Brand new to this forum, and just had to ask a question I've always had ever since I started smoking pork shoulders/butts....:

Why doesn't the pork I make taste like it does at the professional BBQ joints? I've got the look, color, texture and consistency all down pretty well...however the taste the commercial joints have still eludes me every time. I've tried vinegar based finishing sauces and all that and nothing is quite nailing it down. 

Now don't get me wrong, the taste is quite good, however it just can't match even the lower-end professional joints. The only way I can describe theirs (and this is pretty consistent across multiple places) is more salty, more flavorful, and more 'smoky' (not burnt smoky, but that classic almost sweet smokiness that you smell when you take a whiff of artificial smoke).

Are there any tricks the professional places use that I am missing?

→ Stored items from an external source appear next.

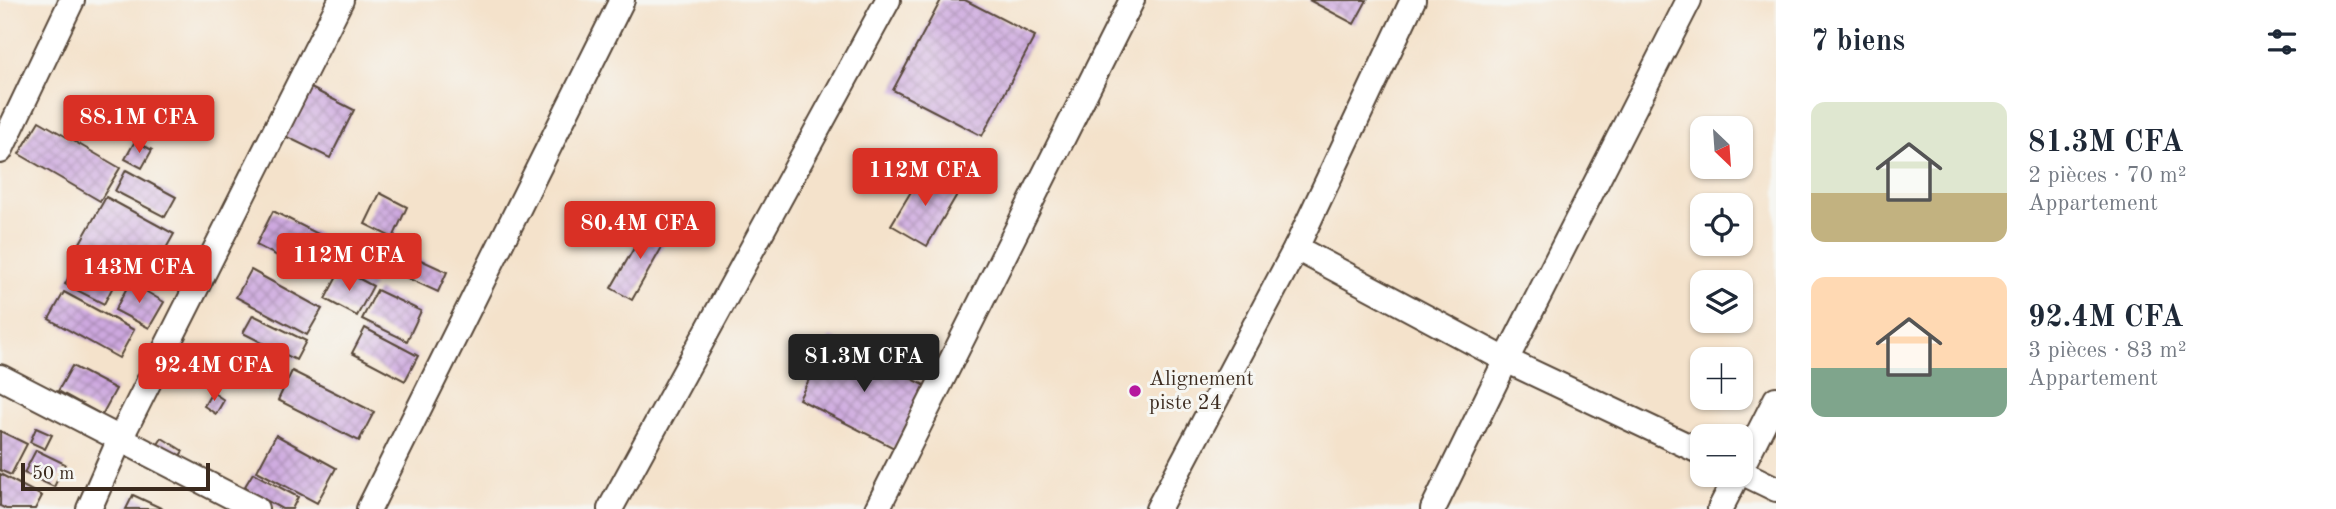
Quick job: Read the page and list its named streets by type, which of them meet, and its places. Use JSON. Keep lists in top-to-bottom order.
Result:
{
  "places": ["Alignement piste 24"],
  "scale_bar": "50 m",
  "north": "bottom right",
  "page": {
    "heading": "7 biens",
    "list": [
      {
        "name": "81.3M CFA",
        "note": "2 pièces · 70 m² · Appartement"
      },
      {
        "name": "92.4M CFA",
        "note": "3 pièces · 83 m² · Appartement"
      }
    ],
    "price": [
      "88.1M CFA",
      "112M CFA",
      "80.4M CFA",
      "112M CFA",
      "143M CFA",
      "81.3M CFA",
      "92.4M CFA"
    ],
    "map_buttons": ["+", "−"],
    "scale": "50 m"
  }
}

MSG? Brining? Keeping warm in a crockpot with a salty broth that contributes lots of flavor?

Thanks!


----------



## noboundaries (Aug 2, 2017)

I'm not in the restaurant business, but there could be two reasons. 

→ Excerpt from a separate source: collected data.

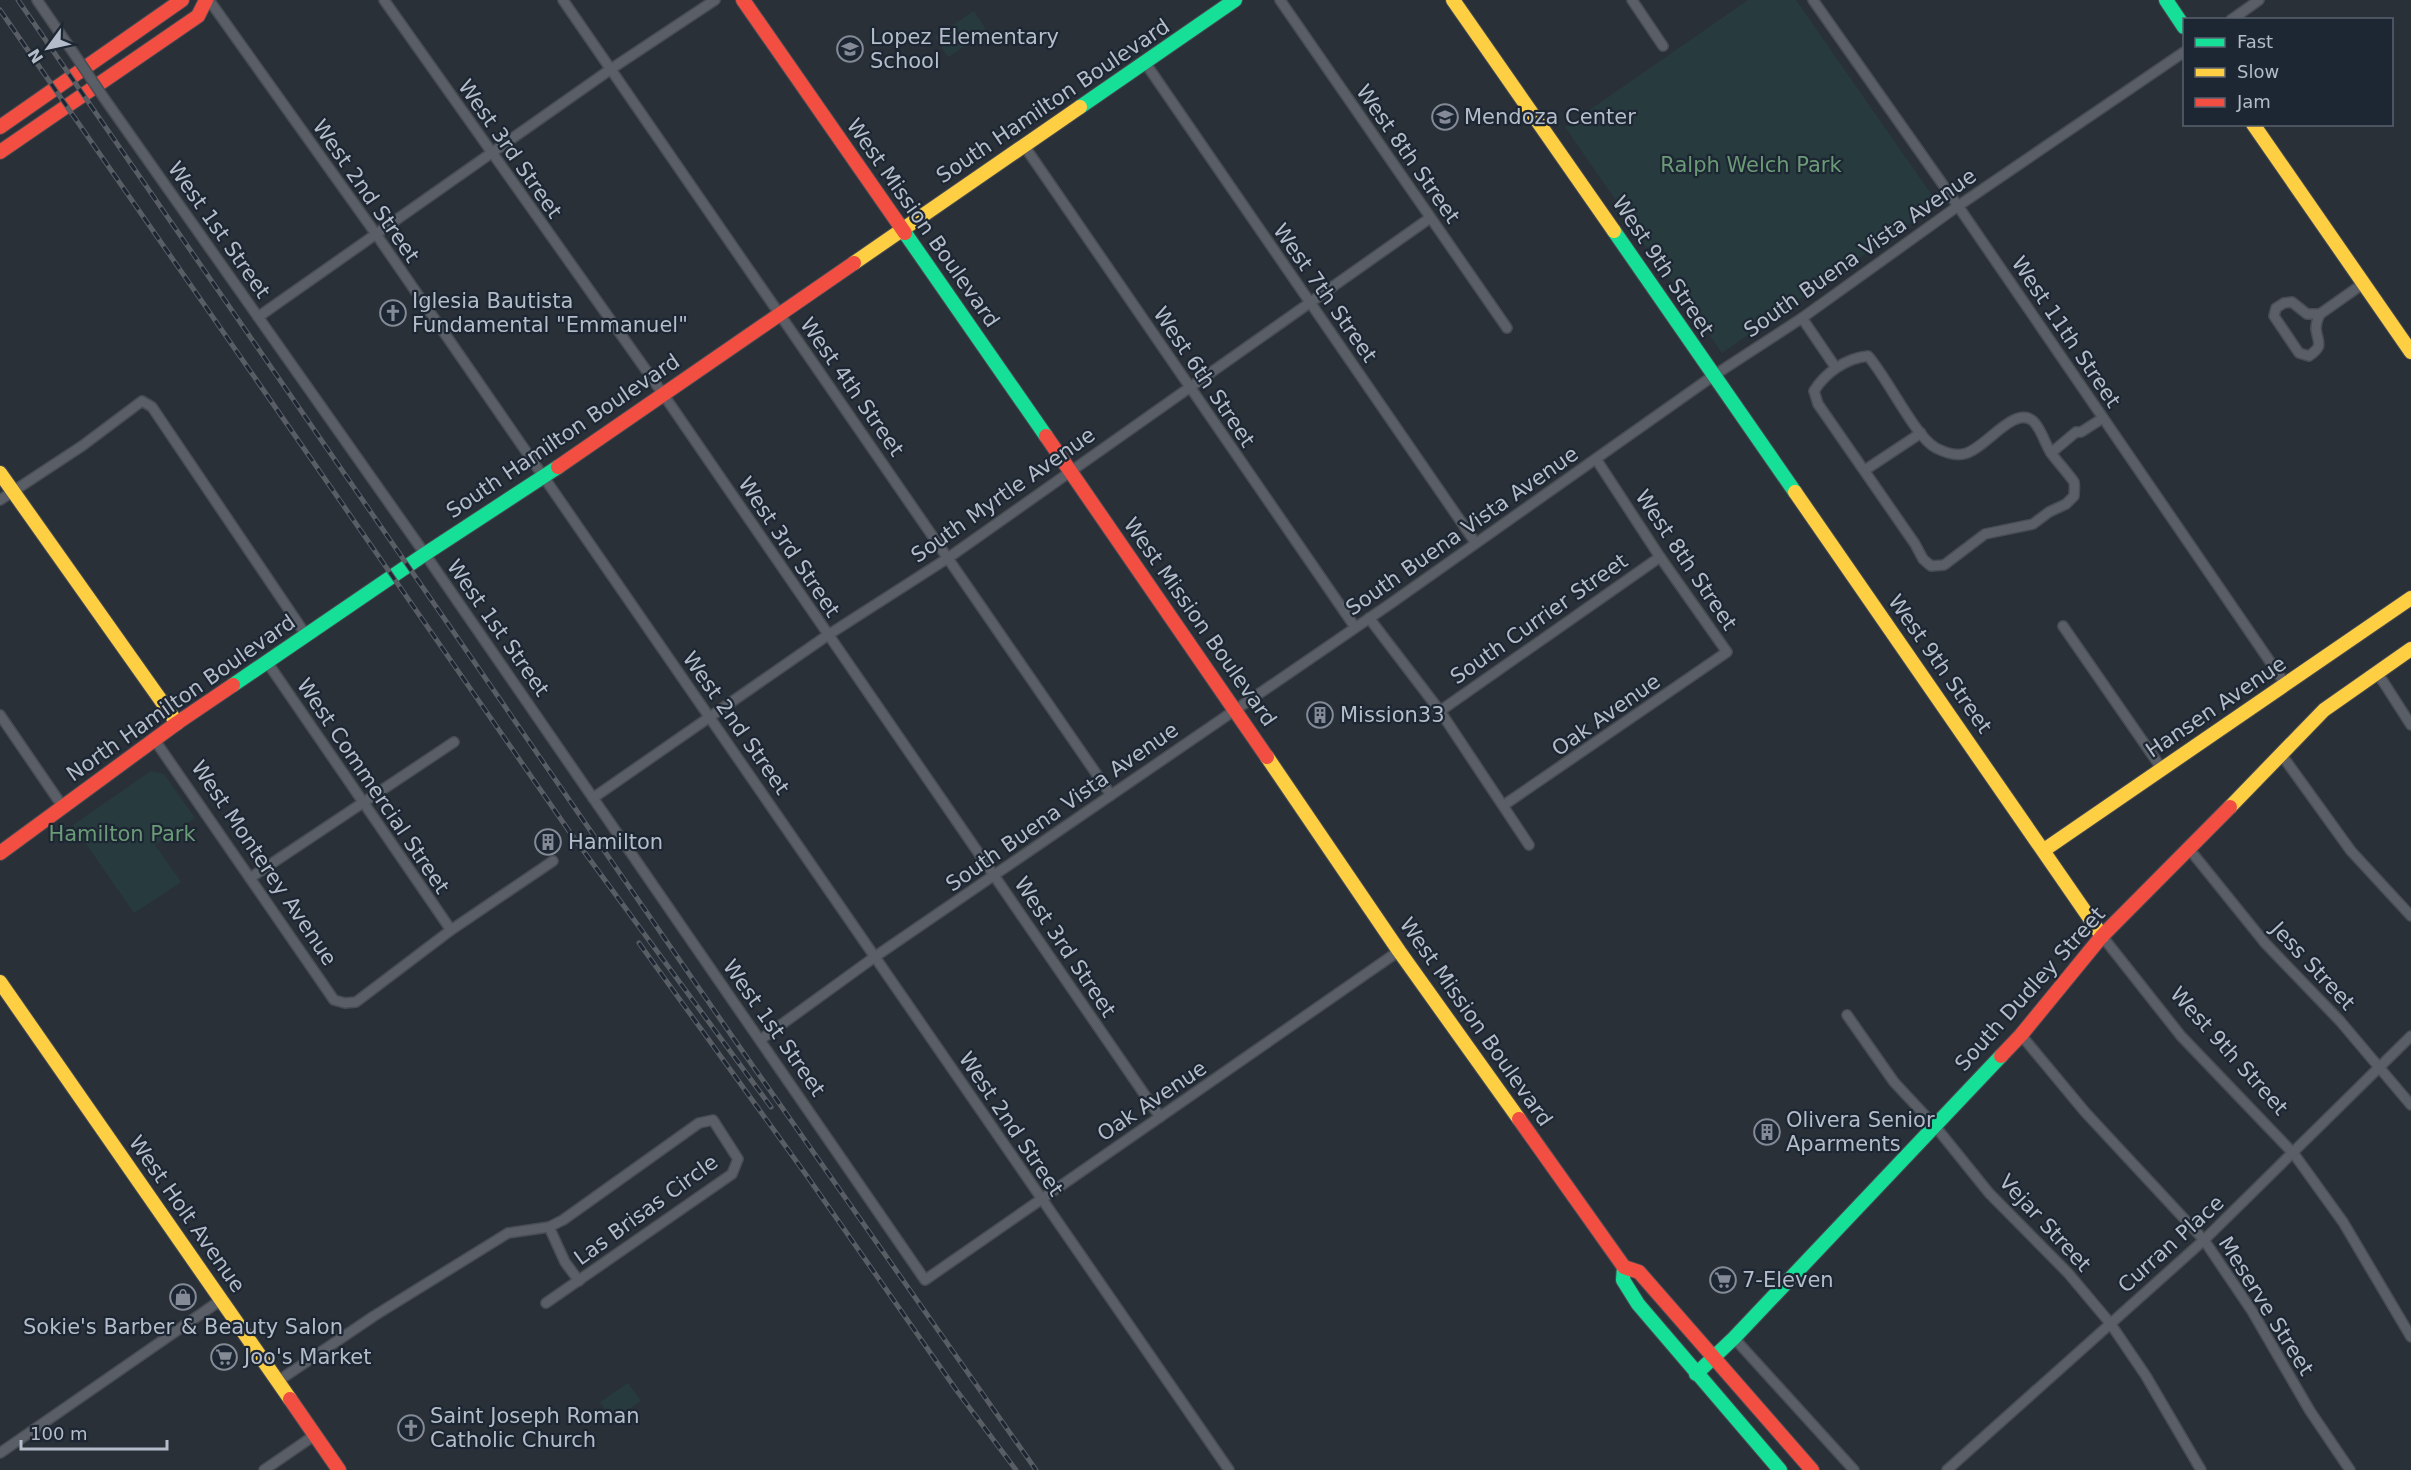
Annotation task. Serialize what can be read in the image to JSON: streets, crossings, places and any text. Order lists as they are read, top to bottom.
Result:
{
  "streets": {
    "street": [
      "South Hamilton Boulevard",
      "West 3rd Street",
      "West 8th Street",
      "West 2nd Street",
      "West Mission Boulevard",
      "West 1st Street",
      "South Buena Vista Avenue",
      "West 9th Street",
      "West 7th Street",
      "West 11th Street",
      "West 6th Street",
      "West 4th Street",
      "South Myrtle Avenue",
      "South Currier Street",
      "North Hamilton Boulevard",
      "Hansen Avenue",
      "Oak Avenue",
      "West Commercial Street",
      "West Monterey Avenue",
      "Jess Street",
      "South Dudley Street",
      "Las Brisas Circle",
      "West Holt Avenue",
      "Vejar Street",
      "Curran Place",
      "Meserve Street"
    ]
  },
  "crossings": [
    ["South Hamilton Boulevard", "West 3rd Street"],
    ["South Hamilton Boulevard", "West 2nd Street"],
    ["South Hamilton Boulevard", "West Mission Boulevard"],
    ["South Hamilton Boulevard", "West 1st Street"],
    ["South Hamilton Boulevard", "West 7th Street"],
    ["South Hamilton Boulevard", "West 6th Street"],
    ["South Hamilton Boulevard", "West 4th Street"],
    ["South Hamilton Boulevard", "North Hamilton Boulevard"],
    ["West 3rd Street", "South Buena Vista Avenue"],
    ["West 3rd Street", "South Myrtle Avenue"],
    ["West 3rd Street", "Oak Avenue"],
    ["West 8th Street", "South Buena Vista Avenue"],
    ["West 8th Street", "South Myrtle Avenue"],
    ["West 8th Street", "South Currier Street"],
    ["West 8th Street", "Oak Avenue"],
    ["West 2nd Street", "South Buena Vista Avenue"],
    ["West 2nd Street", "South Myrtle Avenue"],
    ["West 2nd Street", "Oak Avenue"],
    ["West Mission Boulevard", "South Buena Vista Avenue"],
    ["West Mission Boulevard", "South Myrtle Avenue"],
    ["West Mission Boulevard", "Oak Avenue"],
    ["West Mission Boulevard", "South Dudley Street"],
    ["West 1st Street", "South Buena Vista Avenue"],
    ["West 1st Street", "South Myrtle Avenue"],
    ["West 1st Street", "Oak Avenue"],
    ["South Buena Vista Avenue", "West 9th Street"],
    ["South Buena Vista Avenue", "West 7th Street"],
    ["South Buena Vista Avenue", "West 11th Street"],
    ["South Buena Vista Avenue", "West 6th Street"],
    ["South Buena Vista Avenue", "West 4th Street"],
    ["West 9th Street", "Hansen Avenue"],
    ["West 9th Street", "South Dudley Street"],
    ["West 9th Street", "Curran Place"],
    ["West 7th Street", "South Myrtle Avenue"],
    ["West 11th Street", "Hansen Avenue"],
    ["West 6th Street", "South Myrtle Avenue"],
    ["West 4th Street", "South Myrtle Avenue"],
    ["North Hamilton Boulevard", "West Commercial Street"],
    ["North Hamilton Boulevard", "West Monterey Avenue"],
    ["West Commercial Street", "West Monterey Avenue"],
    ["Jess Street", "South Dudley Street"],
    ["Jess Street", "Curran Place"],
    ["South Dudley Street", "Vejar Street"],
    ["South Dudley Street", "Meserve Street"],
    ["Las Brisas Circle", "West Holt Avenue"],
    ["Vejar Street", "Curran Place"],
    ["Curran Place", "Meserve Street"]
  ],
  "parks": ["Ralph Welch Park", "Hamilton Park"],
  "places": {
    "school or university": ["Lopez Elementary School", "Mendoza Center"],
    "church": ["Iglesia Bautista Fundamental \"Emmanuel\"", "Saint Joseph Roman Catholic Church"],
    "building": ["Mission33", "Hamilton", "Olivera Senior Aparments"],
    "supermarket": ["7-Eleven", "Joo's Market"],
    "shop": ["Sokie's Barber & Beauty Salon"]
  },
  "legend": ["Fast", "Slow", "Jam"],
  "scale_bar": "100 m",
  "north": "bottom left"
}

1. They are adding more rub after the meat is pulled.  For roasts that are NOT "enhanced" (pre-brined with up to a 12% salt solution), the meat can taste bland after smoked.  I add more rub to the pull after the smoke, and that stepped the flavor up quite a bit. 

2. They could also be using pre-brined, "enhanced" pork butts and picnics.  There's no need to add rub to the pull at the end of the smoke.  The enhanced meat is definitely saltier.  I've tried injecting and brining to enhance my own, but haven't been able to duplicate the ones by Hormel and Smithfield. 

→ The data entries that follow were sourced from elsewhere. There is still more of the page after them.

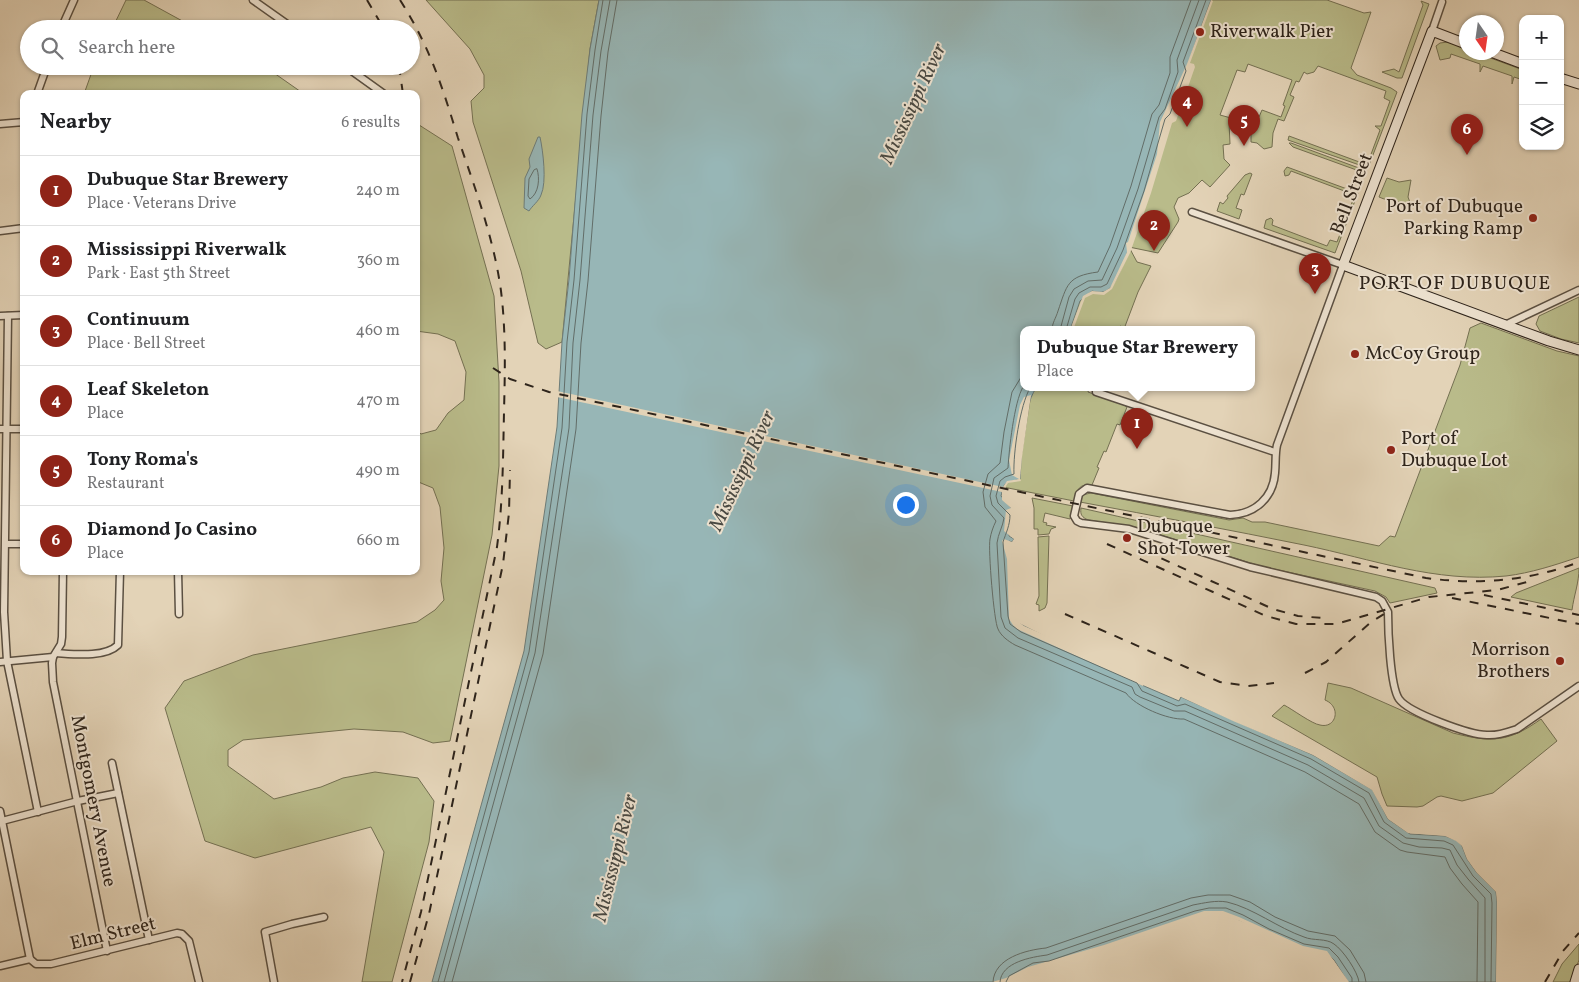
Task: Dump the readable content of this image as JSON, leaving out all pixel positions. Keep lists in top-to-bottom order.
{
  "streets": {
    "street": ["Bell Street", "Montgomery Avenue", "Elm Street"]
  },
  "crossings": [
    ["Montgomery Avenue", "Elm Street"]
  ],
  "districts": ["PORT OF DUBUQUE"],
  "water": ["Mississippi River"],
  "places": [
    "Riverwalk Pier",
    "Port of Dubuque Parking Ramp",
    "McCoy Group",
    "Port of Dubuque Lot",
    "Dubuque Shot Tower",
    "Morrison Brothers"
  ],
  "north": "bottom",
  "page": {
    "map_buttons": ["+", "−"],
    "search": "Search here",
    "pins": [
      "4",
      "5",
      "6",
      "2",
      "3",
      "1"
    ],
    "heading": ["Nearby", "6 results"],
    "list": [
      {
        "mark": "1",
        "name": "Dubuque Star Brewery",
        "note": "Place · Veterans Drive",
        "value": "240 m"
      },
      {
        "mark": "2",
        "name": "Mississippi Riverwalk",
        "note": "Park · East 5th Street",
        "value": "360 m"
      },
      {
        "mark": "3",
        "name": "Continuum",
        "note": "Place · Bell Street",
        "value": "460 m"
      },
      {
        "mark": "4",
        "name": "Leaf Skeleton",
        "note": "Place",
        "value": "470 m"
      },
      {
        "mark": "5",
        "name": "Tony Roma's",
        "note": "Restaurant",
        "value": "490 m"
      },
      {
        "mark": "6",
        "name": "Diamond Jo Casino",
        "note": "Place",
        "value": "660 m"
      }
    ],
    "popup": ["Dubuque Star Brewery", "Place"]
  }
}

Here is an enhanced pork butt label:













003.JPG



__ noboundaries
__ Apr 11, 2017


----------



## Bearcarver (Aug 2, 2017)

Noboundaries said:


> I'm not in the restaurant business, but there could be two reasons.
> 
> 1. They are adding more rub after the meat is pulled.  For roasts that are NOT "enhanced" (pre-brined with up to a 12% salt solution), the meat can taste bland after smoked.  I add more rub to the pull after the smoke, and that stepped the flavor up quite a bit.
> 
> 2. They could also be using pre-brined, "enhanced" pork butts and picnics.  There's no need to add rub to the pull at the end of the smoke.  The enhanced meat is definitely saltier.  I've tried injecting and brining to enhance my own, but haven't been able to duplicate the ones by Hormel and Smithfield.


Agreeing with Ray (Above).

You also said "More Smoky"---They're probably adding "Liquid Smoke".

Bear


----------



## schlotz (Aug 2, 2017)

Hmm... no mention of what process you go through or equipment & setup used.  Regardless, Ray's comments above are most likely correct. If we can get a little more information, someone here might be able to point you in a direction to make it better.  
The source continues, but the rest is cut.